Data extracts:
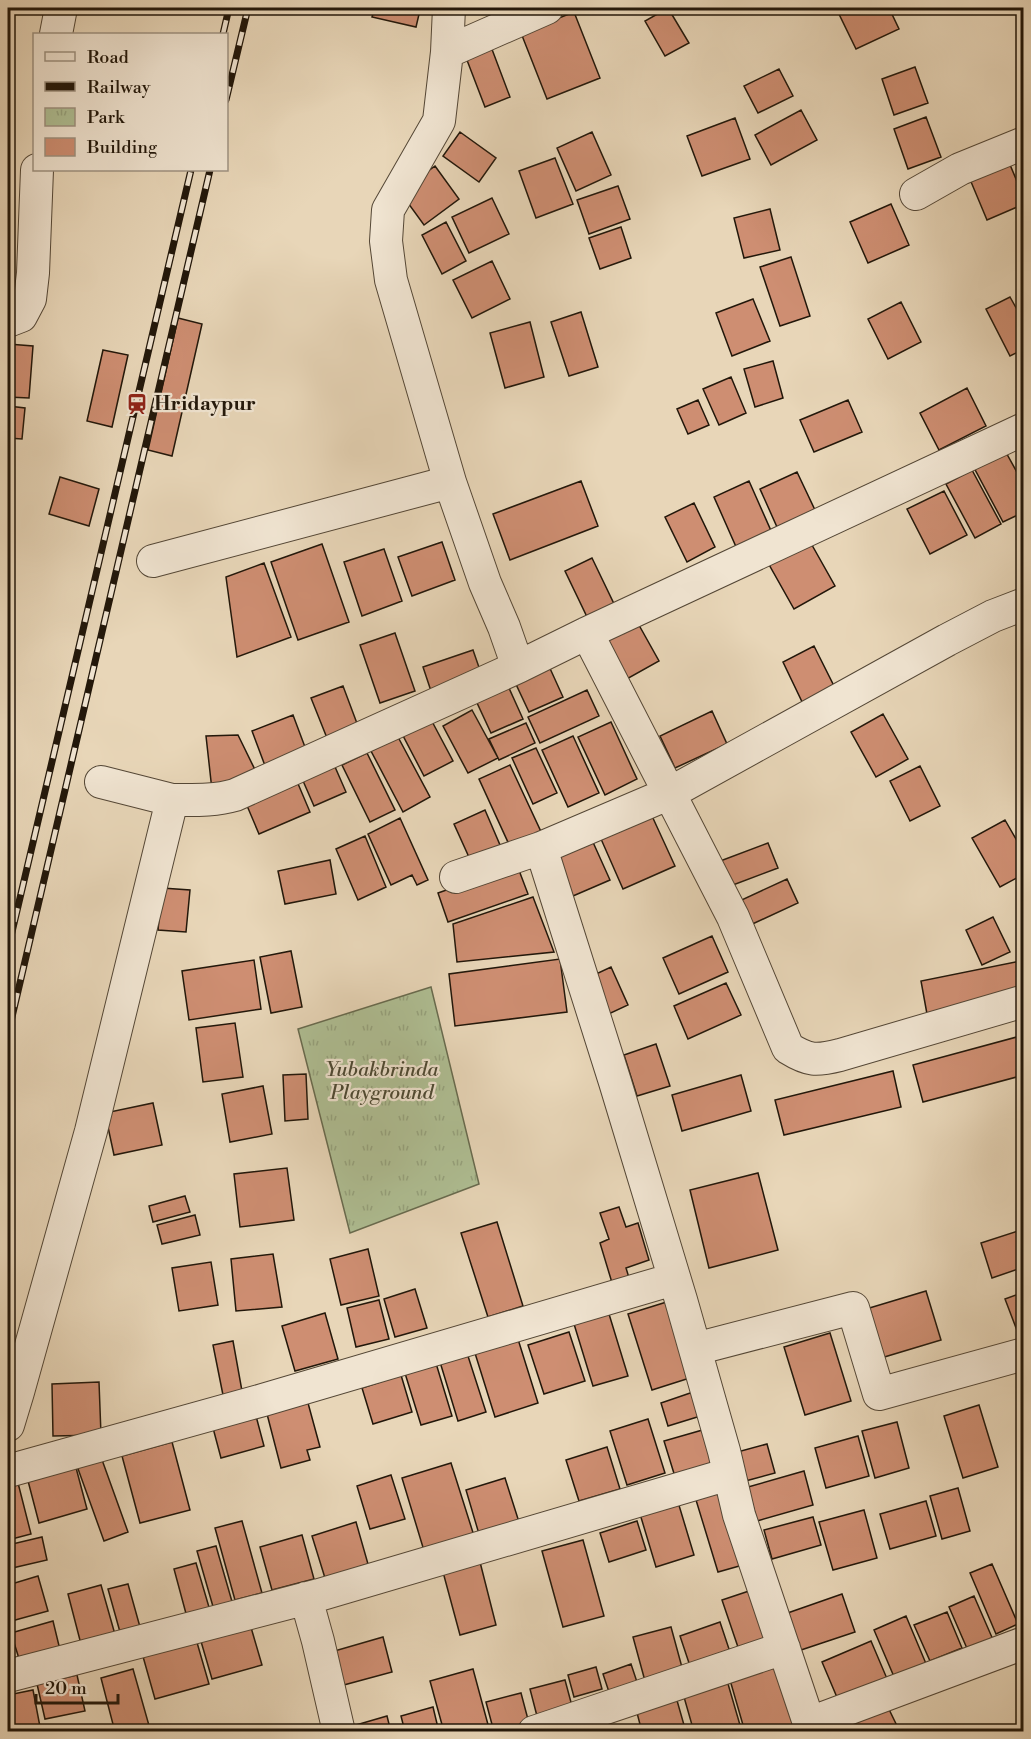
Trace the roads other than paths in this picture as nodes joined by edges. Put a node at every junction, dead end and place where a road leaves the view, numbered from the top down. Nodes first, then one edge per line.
1 (61, 8) edge
2 (449, 8) edge
3 (547, 8) edge
4 (56, 33) edge
5 (447, 52) junction
6 (1023, 143) edge
7 (37, 171) edge
8 (916, 194) dead end
9 (8, 321) edge
10 (1023, 429) edge
11 (450, 482) junction
12 (153, 561) dead end
13 (1023, 604) edge
14 (588, 633) junction
15 (518, 667) junction
16 (101, 782) dead end
17 (670, 793) junction
18 (172, 800) junction
19 (541, 849) junction
20 (456, 877) dead end
21 (1021, 1002) dead end
22 (674, 1280) junction
23 (695, 1349) junction
24 (1023, 1354) edge
25 (8, 1425) edge
26 (8, 1471) edge
27 (729, 1473) junction
28 (306, 1598) junction
29 (1023, 1643) edge
30 (784, 1648) junction
31 (8, 1676) edge
32 (811, 1727) edge
33 (339, 1731) edge
34 (534, 1731) edge

1 - 4 street
2 - 5 street
3 - 5 street
5 - 11 street
6 - 8 street
7 - 9 street
10 - 14 street
11 - 12 street
11 - 15 street
13 - 17 street
14 - 15 street
14 - 17 street
15 - 18 street
16 - 18 street
17 - 19 street
17 - 21 street
18 - 25 street
19 - 20 street
19 - 22 street
22 - 23 street
22 - 26 street
23 - 24 street
23 - 27 street
27 - 28 street
27 - 30 street
28 - 31 street
28 - 33 street
29 - 32 street
30 - 32 street
30 - 34 street

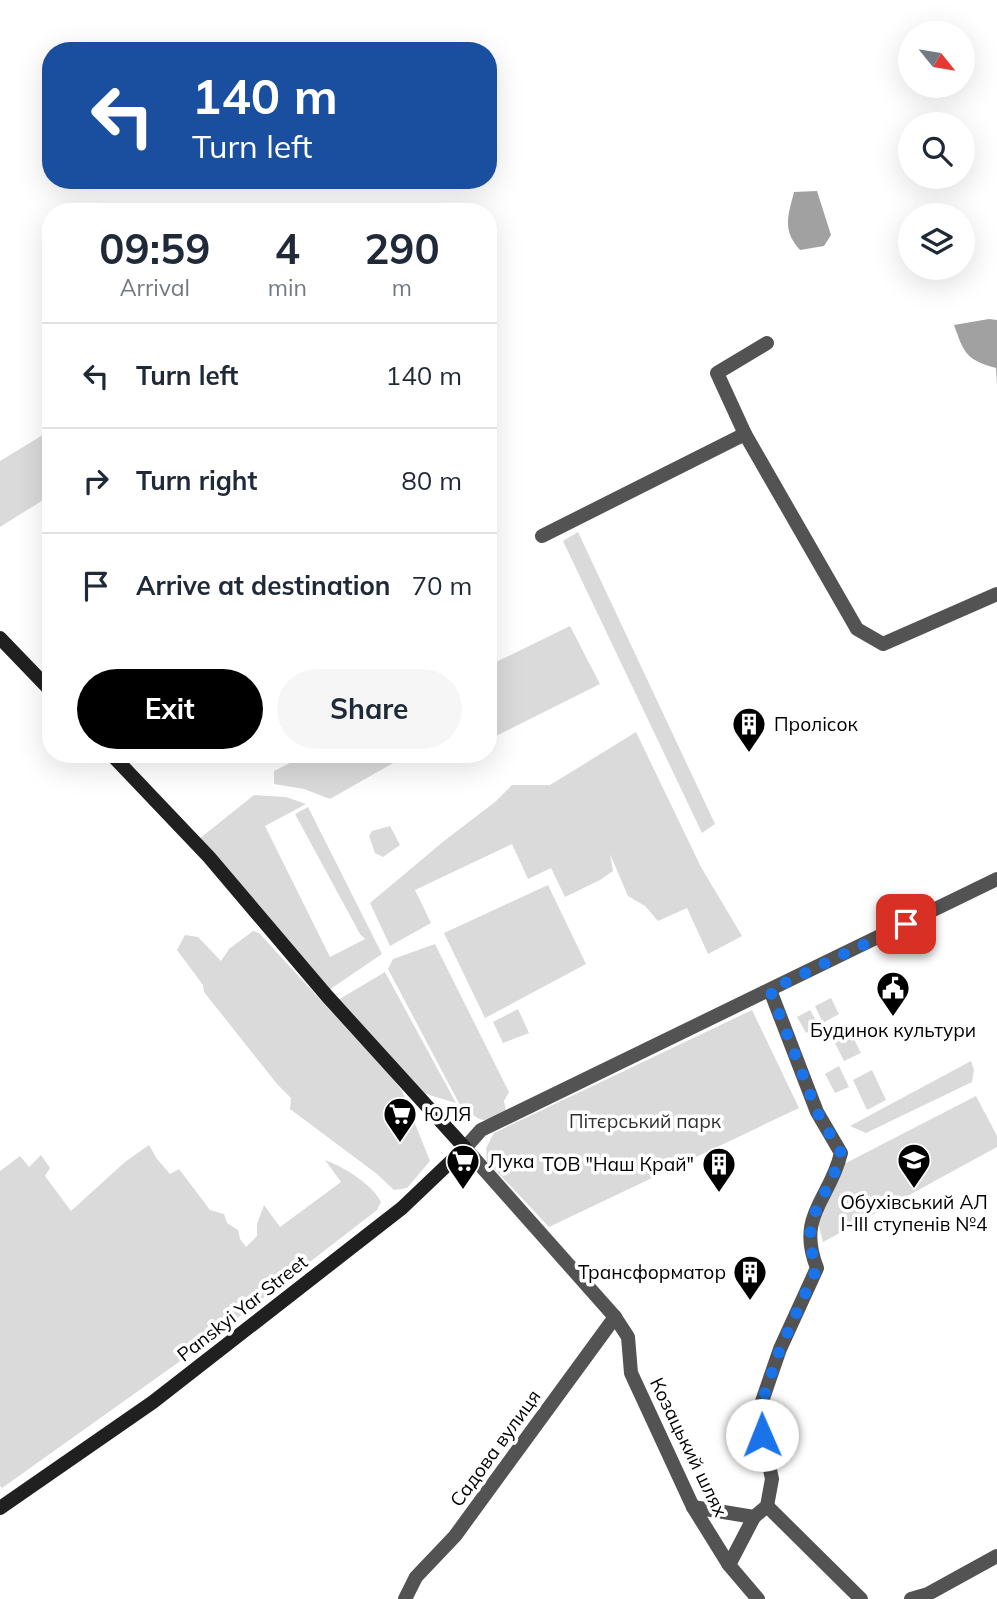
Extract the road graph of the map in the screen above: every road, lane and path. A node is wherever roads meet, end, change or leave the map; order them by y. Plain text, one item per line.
1 (767, 343) dead end
2 (745, 435) junction
3 (542, 536) dead end
4 (997, 594) edge
5 (0, 638) edge
6 (42, 682) edge
7 (120, 763) edge
8 (997, 880) edge
9 (770, 990) junction
10 (465, 1148) junction
11 (615, 1317) junction
12 (767, 1506) junction
13 (693, 1507) junction
14 (0, 1508) edge
15 (754, 1517) junction
16 (997, 1556) edge
17 (729, 1565) junction
18 (405, 1599) edge
19 (758, 1599) edge
20 (861, 1599) edge
21 (911, 1599) edge

1 - 2 street
2 - 3 street
2 - 4 street
5 - 6 street
7 - 10 street
8 - 9 street
9 - 10 street
9 - 12 street
10 - 11 street, Козацький шлях
10 - 14 street, Panskyi Yar Street
11 - 13 street, Козацький шлях
11 - 18 street, Садова вулиця
12 - 15 street
12 - 20 street
13 - 15 street
13 - 17 street, Козацький шлях
15 - 17 street
16 - 21 street
17 - 19 street, Козацький шлях

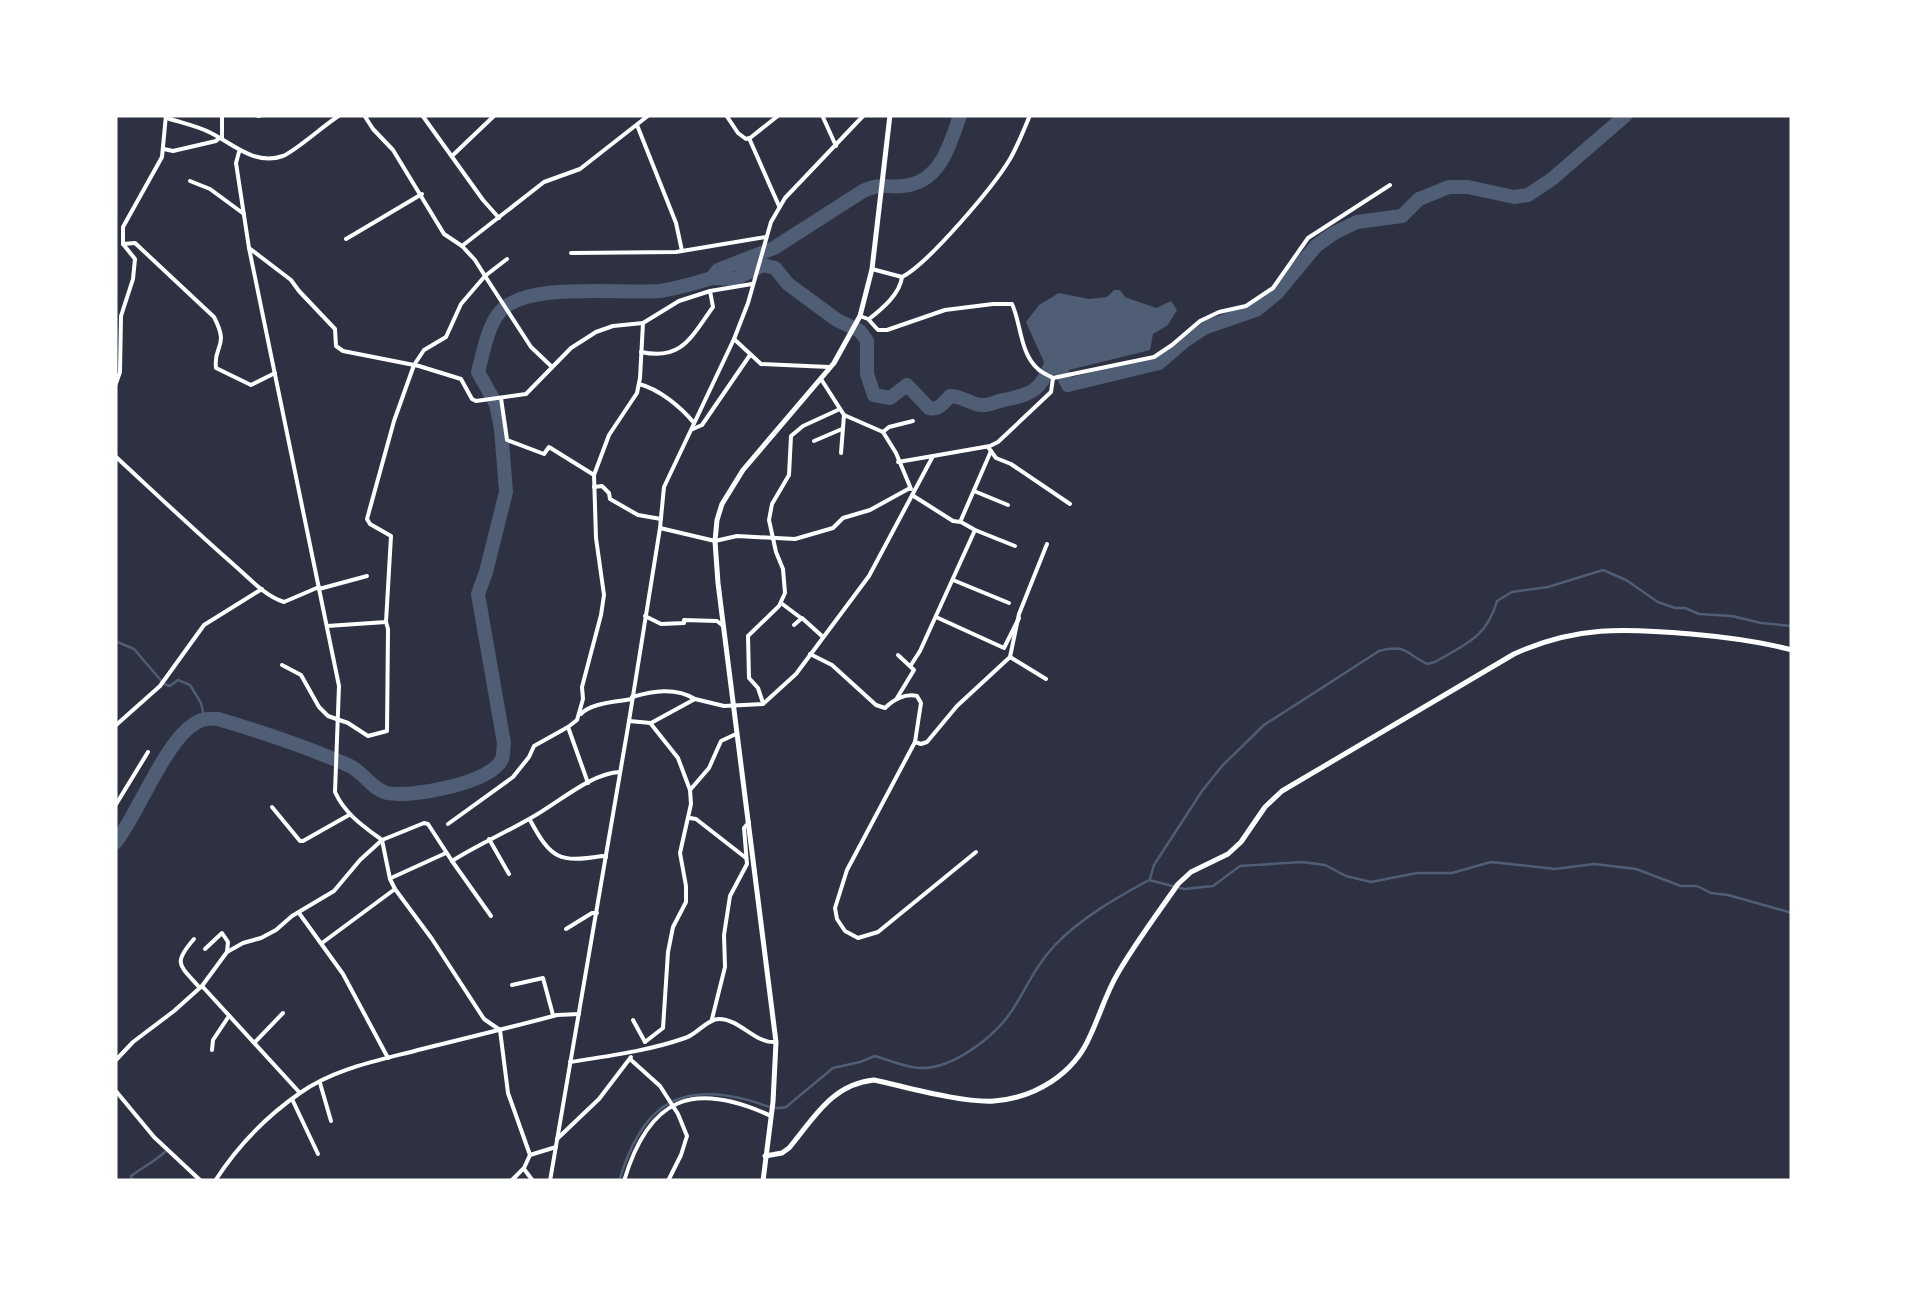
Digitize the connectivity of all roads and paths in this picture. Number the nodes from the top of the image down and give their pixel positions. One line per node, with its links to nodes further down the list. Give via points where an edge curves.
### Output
1 (222, 115): 15 (street)
2 (340, 115): 19 (street, via 281,156)
3 (364, 115): 23 (street)
4 (422, 115): 20 (street)
5 (495, 115): 20 (street)
6 (649, 115): 14 (street)
7 (726, 115): 16 (street)
8 (779, 115): 16 (street)
9 (822, 115): 17 (street)
10 (890, 115): 35 (main road)
11 (1030, 115): 37 (street, via 995,180 936,249)
12 (166, 116): 15 (street); 18 (street)
13 (862, 116): 17 (street)
14 (637, 125): 26 (street); 32 (street)
15 (220, 138): 18 (street); 19 (street)
16 (749, 138): 24 (street)
17 (836, 146): 24 (street)
18 (164, 150): 29 (street, via 123,227)
19 (239, 152): 25 (street)
20 (452, 156): 26 (street)
21 (190, 181): 25 (street)
22 (1390, 185): 50 (street, via 1308,238 1273,288 1246,306 1210,316 1154,357)
23 (422, 194): 28 (street); 30 (street, via 444,234)
24 (779, 206): 27 (street)
25 (244, 214): 31 (street)
26 (499, 218): 30 (street)
27 (766, 236): 32 (street); 38 (street)
28 (346, 239)
29 (124, 244): 49 (street, via 135,243 214,317 222,332 216,368 251,385); 53 (street, via 134,260 133,279 120,316)
30 (462, 246): 36 (street)
31 (249, 248): 46 (street, via 291,280 335,329 343,352); 49 (street)
32 (682, 251): 33 (street)
33 (571, 253)
34 (507, 259): 36 (street)
35 (872, 269): 37 (street); 40 (main road)
36 (485, 276): 46 (street, via 446,336); 47 (street, via 531,347)
37 (902, 276): 41 (street)
38 (752, 284): 39 (street); 43 (street)
39 (710, 292): 42 (street, via 679,301); 44 (street, via 712,307 686,343 659,356)
40 (860, 316): 41 (street); 48 (main road)
41 (868, 319): 50 (street, via 887,330 945,310 1012,304 1031,360)
42 (644, 323): 44 (street); 47 (street, via 596,332)
43 (734, 339): 45 (street); 57 (street)
44 (641, 352): 52 (street)
45 (750, 355): 48 (street, via 766,365); 59 (street, via 702,425)
46 (414, 365): 54 (street, via 462,379 476,401); 91 (street, via 368,519 390,536)
47 (553, 367): 54 (street, via 526,394)
48 (831, 368): 51 (main road)
49 (274, 373): 83 (street)
50 (1052, 378): 62 (street, via 1046,398)
51 (821, 379): 55 (street); 78 (main road, via 732,486)
52 (639, 384): 57 (street); 67 (street)
53 (115, 386)
54 (500, 398): 67 (street, via 507,440 544,454 548,447)
55 (842, 412): 58 (street); 60 (street); 77 (street, via 791,436 789,475 769,513)
56 (913, 420): 60 (street)
57 (694, 423): 59 (street)
58 (842, 428): 61 (street); 63 (street)
59 (691, 430): 73 (street, via 664,487)
60 (883, 432): 66 (street)
61 (814, 441)
62 (990, 449): 65 (street); 69 (street); 71 (street)
63 (842, 454)
64 (115, 456): 84 (street)
65 (933, 456): 66 (street); 70 (street)
66 (898, 462): 70 (street)
67 (594, 476): 68 (street)
68 (594, 487): 73 (street, via 602,486 610,499 638,515); 108 (street, via 604,595)
69 (974, 491): 72 (street); 74 (street)
70 (911, 492): 74 (street); 77 (street, via 824,532); 95 (street, via 869,576)
71 (1070, 504)
72 (1008, 506)
73 (661, 519): 75 (street)
74 (960, 522): 76 (street)
75 (660, 528): 78 (street); 87 (street)
76 (975, 530): 80 (street); 82 (street)
77 (774, 538): 78 (street); 86 (street, via 784,574)
78 (715, 541): 92 (main road)
79 (1046, 544): 90 (street)
80 (1015, 546)
81 (366, 576): 83 (street)
82 (952, 580): 85 (street); 88 (street)
83 (319, 588): 84 (street, via 284,602); 93 (street)
84 (263, 590): 112 (street, via 204,624 160,686)
85 (1009, 602)
86 (780, 603): 89 (street); 106 (street, via 748,636 748,674)
87 (645, 616): 92 (street, via 661,624); 103 (street)
88 (936, 617): 90 (street, via 1004,648); 101 (street)
89 (802, 618): 94 (street); 95 (street)
90 (1019, 618): 99 (street)
91 (386, 622): 93 (street); 109 (street, via 387,731 368,736)
92 (724, 625): 107 (main road)
93 (327, 626): 109 (street)
94 (794, 626)
95 (822, 638): 97 (street)
96 (1792, 648): 174 (main road, via 1634,629 1566,635 1514,654 1282,791 1242,842 1191,872 1117,974 1089,1040 1048,1084 978,1101 860,1081 836,1093 789,1148)
97 (810, 654): 104 (street, via 876,705 885,708); 106 (street)
98 (898, 655): 101 (street)
99 (1010, 657): 102 (street); 115 (street, via 927,742)
100 (282, 665): 109 (street, via 301,675 322,711)
101 (911, 665): 104 (street)
102 (1046, 680)
103 (632, 698): 105 (street, via 664,691); 108 (street, via 592,706); 110 (street)
104 (897, 699): 115 (street, via 910,694 921,703)
105 (695, 700): 107 (street); 111 (street)
106 (763, 704): 107 (street)
107 (733, 706): 114 (main road)
108 (579, 716): 113 (street)
109 (339, 719): 122 (street, via 336,792)
110 (629, 720): 111 (street); 117 (street)
111 (651, 722): 119 (street, via 678,758)
112 (115, 726)
113 (568, 727): 118 (street); 126 (street, via 532,748 513,777)
114 (737, 734): 119 (street, via 721,741); 125 (main road)
115 (915, 742): 129 (street, via 847,870 837,919 858,938 878,932)
116 (148, 752): 120 (street)
117 (620, 772): 118 (street); 131 (street)
118 (588, 783): 124 (street)
119 (690, 790): 123 (street)
120 (115, 806)
121 (272, 807): 122 (street, via 303,841)
122 (349, 815): 128 (street)
123 (690, 818): 132 (street); 156 (street, via 680,853 686,902 668,952 663,1028)
124 (530, 819): 127 (street); 131 (street, via 558,856)
125 (750, 822): 132 (street, via 744,828); 154 (main road)
126 (448, 824)
127 (489, 839): 133 (street); 134 (street)
128 (382, 840): 130 (street, via 424,823); 135 (street); 137 (street, via 334,890)
129 (976, 852)
130 (446, 853): 133 (street); 135 (street)
131 (606, 857): 138 (street)
132 (746, 858): 152 (street, via 730,896 725,967)
133 (452, 861): 139 (street)
134 (509, 874)
135 (390, 879): 136 (street)
136 (395, 889): 142 (street); 153 (street, via 484,1018)
137 (298, 912): 142 (street); 144 (street)
138 (597, 913): 140 (street); 148 (street)
139 (491, 916)
140 (566, 928)
141 (194, 939): 146 (street, via 180,962)
142 (322, 944): 159 (street)
143 (205, 949): 144 (street, via 222,933)
144 (227, 952): 146 (street)
145 (512, 985): 150 (street, via 544,978)
146 (200, 987): 149 (street); 161 (street)
147 (282, 1012): 155 (street)
148 (580, 1014): 150 (street); 162 (street)
149 (229, 1016): 155 (street); 157 (street)
150 (553, 1016): 153 (street)
151 (633, 1020): 156 (street)
152 (712, 1021): 154 (street); 156 (street, via 690,1037)
153 (500, 1030): 159 (street); 173 (street, via 508,1094)
154 (776, 1042): 168 (main road)
155 (253, 1043): 165 (street)
156 (646, 1046): 158 (street)
157 (212, 1050)
158 (635, 1052): 160 (street); 162 (street)
159 (388, 1058): 163 (street)
160 (630, 1059): 167 (street); 170 (street)
161 (115, 1062)
162 (570, 1062): 170 (street)
163 (319, 1082): 165 (street); 169 (street)
164 (115, 1090): 176 (street)
165 (300, 1093): 166 (street)
166 (292, 1100): 172 (street); 177 (street, via 256,1127)
167 (672, 1106): 168 (street, via 719,1099); 181 (street, via 640,1138); 182 (street, via 687,1140)
168 (772, 1115): 174 (main road)
169 (331, 1121)
170 (558, 1138): 171 (street)
171 (556, 1148): 173 (street); 180 (street)
172 (318, 1154)
173 (530, 1155): 175 (street)
174 (766, 1156): 183 (main road)
175 (524, 1168): 178 (street); 179 (street)
176 (201, 1181)
177 (215, 1181)
178 (511, 1181)
179 (532, 1181)
180 (550, 1181)
181 (624, 1181)
182 (668, 1181)
183 (763, 1181)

What the task requires: Using the listing above, work out how many of its lines include "picture", and give only the result.

Completed task: 2